What happened to "my Canada" and to "Canadian values" as I thought they existed? . . . in fact they still seem to exist. My mother who regularly listens to radio and watches TV news (can no longer read the paper due to macular degeneration) within the last year expressed a view that our soldiers in Afghanistan were "peace keepers" - they are not. I now wonder if the average Canadian "gets it". Maybe the values have not changed and people just don't get the slow erosion of them because they are too busy trying to find daycare for their kids, or working hard to stay in place, (cannot get ahead) or trying to figure out how to get out of debt, or where to move where things will be better?

Very few seemed to "get it" when, this year, I questioned Remembrance Day. I wanted tio know what it was people thought we were remembering? I am OK with the second world war as it appeared (although still a colonial/imperialist war) to hold back aggressor nations and mad men (or that's the story as I learned it - even though some continents were carved up afterwards) but I did not want to be wearing a poppy for the First World War, Korea or Afghanistan, although I would if I could wear one remembering the sacrifice as idiotic and without purpose and saying "never again", instead of as noble. . My white poppy was considered an affront although for me I wanted to remember the sacrifice of those who died in wars (civilians too!) but to pray for/wish for/hope for/work for peace.

People said - leave "politics" behind for one day - this is the day to remember their sacrifice - and by the way - they died for you. . . Really what is a Canadian soldier in Afghanistan doing to protect me? or my freedom, or my way of life?
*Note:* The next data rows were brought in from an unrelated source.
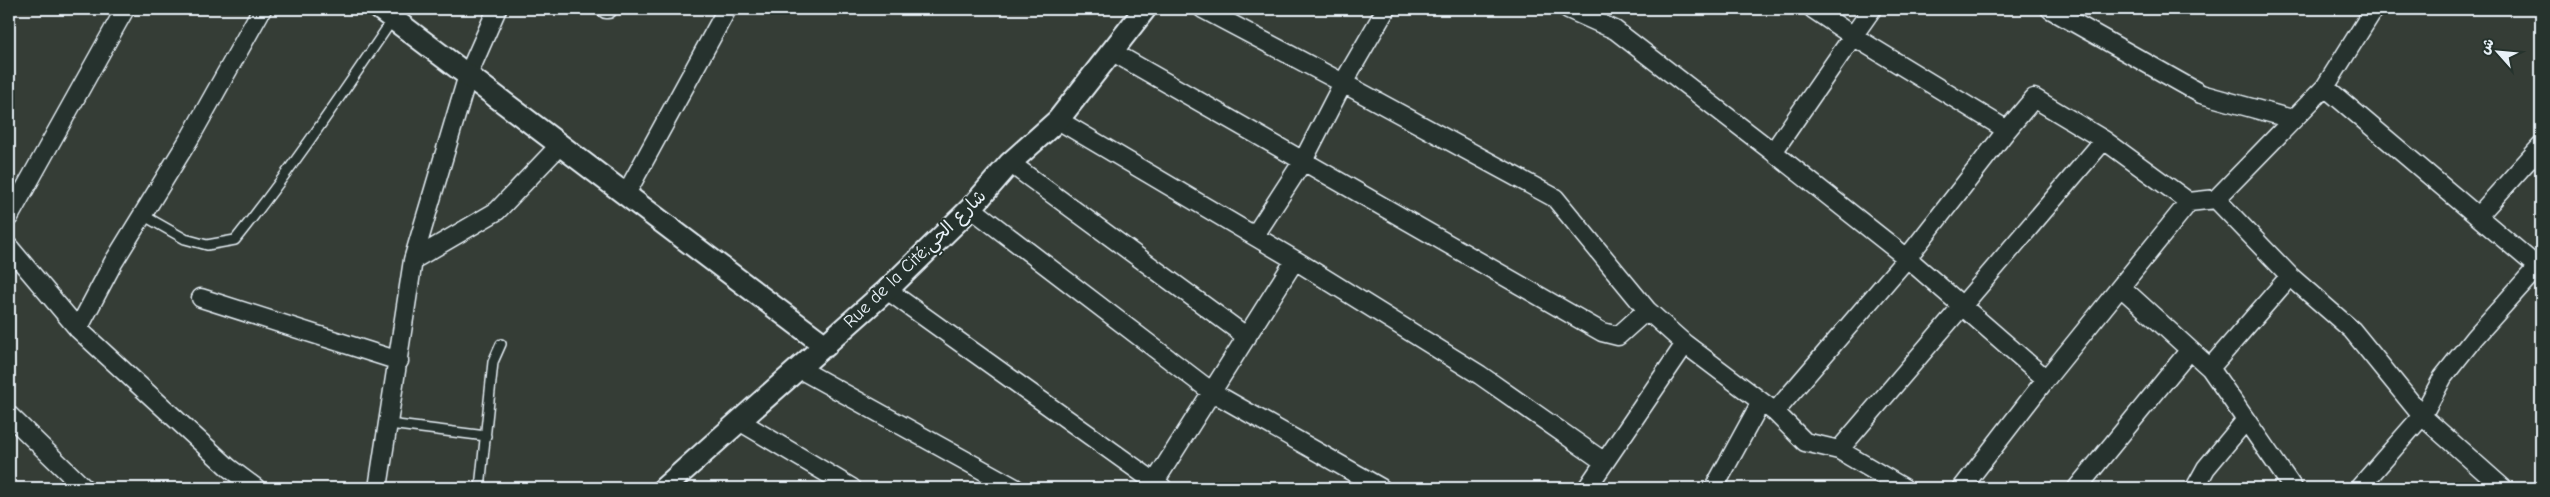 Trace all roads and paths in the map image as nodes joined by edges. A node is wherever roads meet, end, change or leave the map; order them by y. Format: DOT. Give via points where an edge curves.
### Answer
graph roads {
  1 [pos="126,9"];
  2 [pos="262,9"];
  3 [pos="497,9"];
  4 [pos="727,9"];
  5 [pos="1145,9"];
  6 [pos="1203,9"];
  7 [pos="1386,9"];
  8 [pos="1568,9"];
  9 [pos="1813,9"];
  10 [pos="1872,9"];
  11 [pos="2050,9"];
  12 [pos="2374,9"];
  13 [pos="387,14"];
  14 [pos="1853,36"];
  15 [pos="1111,51"];
  16 [pos="468,75"];
  17 [pos="1343,84"];
  18 [pos="2325,87"];
  19 [pos="2292,119"];
  20 [pos="1058,120"];
  21 [pos="2007,130"];
  22 [pos="2104,140"];
  23 [pos="560,145"];
  24 [pos="2541,146"];
  25 [pos="1773,152"];
  26 [pos="1303,161"];
  27 [pos="1010,163"];
  28 [pos="626,194"];
  29 [pos="2216,199"];
  30 [pos="2189,202"];
  31 [pos="971,208"];
  32 [pos="141,214"];
  33 [pos="2478,216"];
  34 [pos="9,217"];
  35 [pos="1254,235"];
  36 [pos="9,247"];
  37 [pos="1907,258"];
  38 [pos="413,260"];
  39 [pos="1295,260"];
  40 [pos="2540,266"];
  41 [pos="2290,276"];
  42 [pos="2121,287"];
  43 [pos="887,290"];
  44 [pos="201,298"];
  45 [pos="1962,305"];
  46 [pos="1648,310"];
  47 [pos="78,329"];
  48 [pos="1246,337"];
  49 [pos="501,344"];
  50 [pos="1685,344"];
  51 [pos="826,346"];
  52 [pos="2189,351"];
  53 [pos="399,362"];
  54 [pos="798,368"];
  55 [pos="2210,368"];
  56 [pos="2046,379"];
  57 [pos="1212,392"];
  58 [pos="1768,407"];
  59 [pos="9,415"];
  60 [pos="2422,416"];
  61 [pos="2246,420"];
  62 [pos="741,422"];
  63 [pos="389,424"];
  64 [pos="486,436"];
  65 [pos="1839,450"];
  66 [pos="1604,460"];
  67 [pos="1156,487"];
  68 [pos="84,488"];
  69 [pos="256,488"];
  70 [pos="378,488"];
  71 [pos="480,488"];
  72 [pos="664,488"];
  73 [pos="852,488"];
  74 [pos="1015,488"];
  75 [pos="1381,488"];
  76 [pos="1587,488"];
  77 [pos="1714,488"];
  78 [pos="1904,488"];
  79 [pos="1962,488"];
  80 [pos="2076,488"];
  81 [pos="2195,488"];
  82 [pos="2293,488"];
  83 [pos="2358,488"];
  84 [pos="2503,488"];
  1 -- 34 [label="street"];
  2 -- 32 [label="street" via="191,136"];
  3 -- 16 [label="street"];
  4 -- 28 [label="street"];
  5 -- 15 [label="street, Rue de la Cité;شارع الحي"];
  6 -- 17 [label="street"];
  7 -- 17 [label="street"];
  8 -- 25 [label="street" via="1615,30"];
  9 -- 14 [label="street"];
  10 -- 14 [label="street"];
  11 -- 19 [label="street" via="2201,94"];
  12 -- 18 [label="street"];
  13 -- 16 [label="street"];
  13 -- 32 [label="lane" via="301,153 235,240 207,245 185,239"];
  14 -- 21 [label="street"];
  14 -- 25 [label="street"];
  15 -- 20 [label="street, Rue de la Cité;شارع الحي"];
  15 -- 26 [label="street"];
  16 -- 23 [label="street"];
  16 -- 38 [label="street"];
  17 -- 26 [label="street"];
  17 -- 46 [label="street" via="1555,198"];
  18 -- 19 [label="street"];
  18 -- 33 [label="street"];
  19 -- 29 [label="street"];
  20 -- 27 [label="street, Rue de la Cité;شارع الحي"];
  20 -- 35 [label="street"];
  21 -- 22 [label="street" via="2034,98"];
  21 -- 37 [label="street"];
  22 -- 30 [label="street"];
  22 -- 45 [label="street"];
  23 -- 28 [label="street"];
  23 -- 38 [label="street" via="496,211"];
  24 -- 33 [label="street"];
  25 -- 37 [label="street"];
  26 -- 35 [label="street"];
  26 -- 46 [label="street" via="1602,332 1618,336"];
  27 -- 31 [label="street, Rue de la Cité;شارع الحي"];
  27 -- 48 [label="street"];
  28 -- 51 [label="street"];
  29 -- 30 [label="street"];
  29 -- 41 [label="street"];
  30 -- 42 [label="street"];
  31 -- 43 [label="street, Rue de la Cité;شارع الحي"];
  31 -- 57 [label="street"];
  32 -- 47 [label="street"];
  33 -- 40 [label="street"];
  35 -- 39 [label="street"];
  36 -- 47 [label="street"];
  37 -- 45 [label="street"];
  37 -- 58 [label="street"];
  38 -- 53 [label="street"];
  39 -- 48 [label="street"];
  39 -- 66 [label="street" via="1480,375"];
  40 -- 60 [label="street" via="2443,377"];
  41 -- 55 [label="street"];
  41 -- 60 [label="street" via="2352,330"];
  42 -- 52 [label="street"];
  42 -- 56 [label="street"];
  43 -- 51 [label="street, Rue de la Cité;شارع الحي"];
  43 -- 67 [label="street"];
  44 -- 53 [label="street"];
  45 -- 56 [label="street"];
  45 -- 65 [label="street"];
  46 -- 50 [label="street"];
  47 -- 69 [label="street" via="229,468"];
  48 -- 57 [label="street"];
  49 -- 64 [label="lane" via="493,362"];
  50 -- 58 [label="street"];
  50 -- 66 [label="street"];
  51 -- 54 [label="street, Rue de la Cité;شارع الحي"];
  52 -- 55 [label="street"];
  52 -- 80 [label="street"];
  53 -- 63 [label="street"];
  54 -- 62 [label="street, Rue de la Cité;شارع الحي"];
  54 -- 74 [label="street"];
  55 -- 61 [label="street"];
  56 -- 79 [label="street"];
  57 -- 67 [label="street"];
  57 -- 75 [label="street"];
  58 -- 65 [label="street" via="1805,442"];
  58 -- 77 [label="street"];
  59 -- 68 [label="street"];
  60 -- 83 [label="street"];
  60 -- 84 [label="street"];
  61 -- 81 [label="street" via="2206,468"];
  61 -- 82 [label="street"];
  62 -- 72 [label="street, Rue de la Cité;شارع الحي"];
  62 -- 73 [label="street"];
  63 -- 64 [label="lane"];
  63 -- 70 [label="street"];
  64 -- 71 [label="lane"];
  65 -- 78 [label="street"];
  66 -- 76 [label="street"];
}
If it means saving women and children in Afghanistan - I will change/am willing to change my way of life. I was ambivalent when that war started because I wanted to save the women of Afghanistan but we have not done so - we have bombed their weddings, and put them between the Taliban, warlords of a number of "stripes", and "western" soldiers. I wish we could have built, staffed and kept open more schools, and built more hospitals, and kept it all from crashing, but we are losing the hearts and minds battle.

Anyway, this is not about Afghanistan, it is also about gun control - how can we be letting registering guns slip away? Yes the registry was a boondoggle and I will never know why it cost so much - but why can't we keep legal weapons, properly stored and registered so that we know where they are? It reduced the killing of women and I do not understand why it is onerous for the owners of the weapons? It is not expensive or time consuming I understand - so what's the issue? Why do people want to have unknown weapons in their home? And why did Peter Stoffer vote to end the registry? I am at a loss. I don't even have a party candidate in my riding ( still ADORE Megan Leslie!!!) that I can vote for (don't get me wrong I will, but I will hold my nose doing so, and if there are a whole lot more mis-steps - long gun registry, sending to committee the bill on the rights of the unborn - I mean COME ON Peter - I may have to review!) I am sure not voting Lib or Con - spoiled ballot here I come - Peter - get with the program!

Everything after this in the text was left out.